From the Interjections, properly so called, we pass on to the vocal-gestures. These may serve at times as calls or requests like our hush! hallo! or they may denote assent or dissent, but they always have reference to other objects. They are often accompanied by facial expressions and bodily gestures, which may be used as substitutes for them if occasion so requires. There is, for example, the Foochow exclamation hai or hai-hai! An angry woman scolding another woman too far off to hear, scrapes her own face with her fore-fingers. This action means faciem perfricuisti, you are a shameless quean, you have scraped off the modest powder. When she can be heard by her victim, the virago cries out hai-hai, usually accompanying the exclamation by the scraping of the face. The hai-hai intensifies the meaning of shame! or shameless creature! which the gesture is intended to convey. So also the cry of tsü or ch‘ü often accompanies the scornful, insulting gesture of pointing the middle finger at one.[2]
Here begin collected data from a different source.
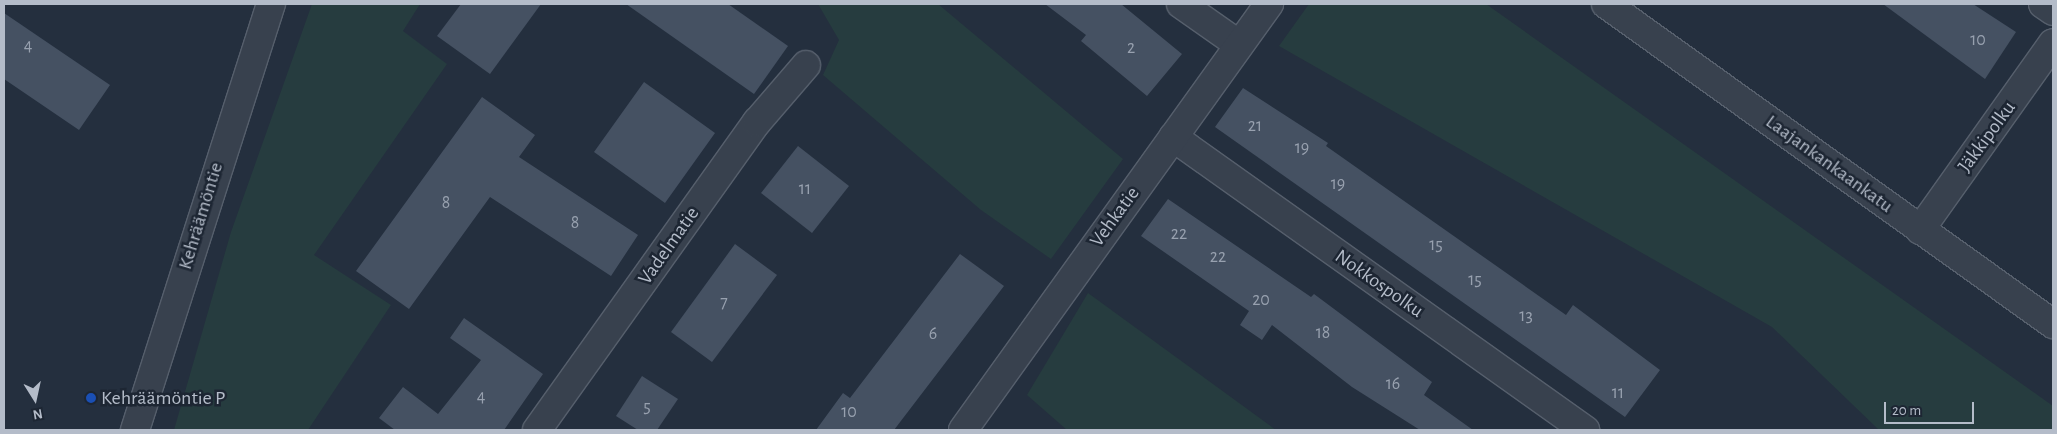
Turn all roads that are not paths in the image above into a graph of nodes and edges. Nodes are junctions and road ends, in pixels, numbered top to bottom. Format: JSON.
{"nodes":[{"id":1,"x":271,"y":4,"type":"edge"},
{"id":2,"x":1181,"y":4,"type":"edge"},
{"id":3,"x":1269,"y":4,"type":"edge"},
{"id":4,"x":1606,"y":4,"type":"edge"},
{"id":5,"x":2043,"y":4,"type":"edge"},
{"id":6,"x":2053,"y":11,"type":"edge"},
{"id":7,"x":2053,"y":43,"type":"edge"},
{"id":8,"x":1238,"y":44,"type":"junction"},
{"id":9,"x":806,"y":66,"type":"dead end"},
{"id":10,"x":1173,"y":137,"type":"junction"},
{"id":11,"x":1920,"y":230,"type":"junction"},
{"id":12,"x":2053,"y":324,"type":"edge"},
{"id":13,"x":135,"y":430,"type":"edge"},
{"id":14,"x":537,"y":430,"type":"edge"},
{"id":15,"x":963,"y":430,"type":"edge"},
{"id":16,"x":1585,"y":430,"type":"edge"}],
"edges":[{"from":1,"to":13,"type":"street","name":"Kehräämöntie"},
{"from":2,"to":8,"type":"street"},
{"from":3,"to":8,"type":"street","name":"Vehkatie"},
{"from":4,"to":11,"type":"street","name":"Laajankankaankatu"},
{"from":5,"to":6,"type":"street"},
{"from":7,"to":11,"type":"street","name":"Jäkkipolku"},
{"from":8,"to":10,"type":"street","name":"Vehkatie"},
{"from":9,"to":14,"type":"street","name":"Vadelmatie"},
{"from":10,"to":15,"type":"street","name":"Vehkatie"},
{"from":10,"to":16,"type":"street","name":"Nokkospolku"},
{"from":11,"to":12,"type":"street","name":"Laajankankaankatu"}]}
The cry hsü or has been already noticed. It is often a call to attention, and often a whew! of dissent, distrust, or disbelief. An exclamation which is in common use over at least a great part of China is that which sounds like t‘ssŭ. When this is uttered in a gentle, smiling manner it signifies admiration or pleasure, but when it is uttered in a loud tone and repeated with emphasis it expresses dislike or disgust. In this latter use it resembles our hiss, and it is sometimes heard as such in theatres and other places of public resort. It can be employed as a noun

  1. L. C. C, iv., pp. 350, 520, 328, 261: "Shi-ching," chap. v., pp. 46, 31: L. C. C, i., p. 25, and "Lun-yü," chap. iii., p. 29; "Ku-shi-yuan" (古詩源) chaps. iv. and xi.; "Li-pu-tsê-li," chap. clxviii. See also Stent's Vocab. s. v. ai (哀).
  2. See "Manual of the Foochow Dialect," by Rev. C. C. Baldwin, p. 40.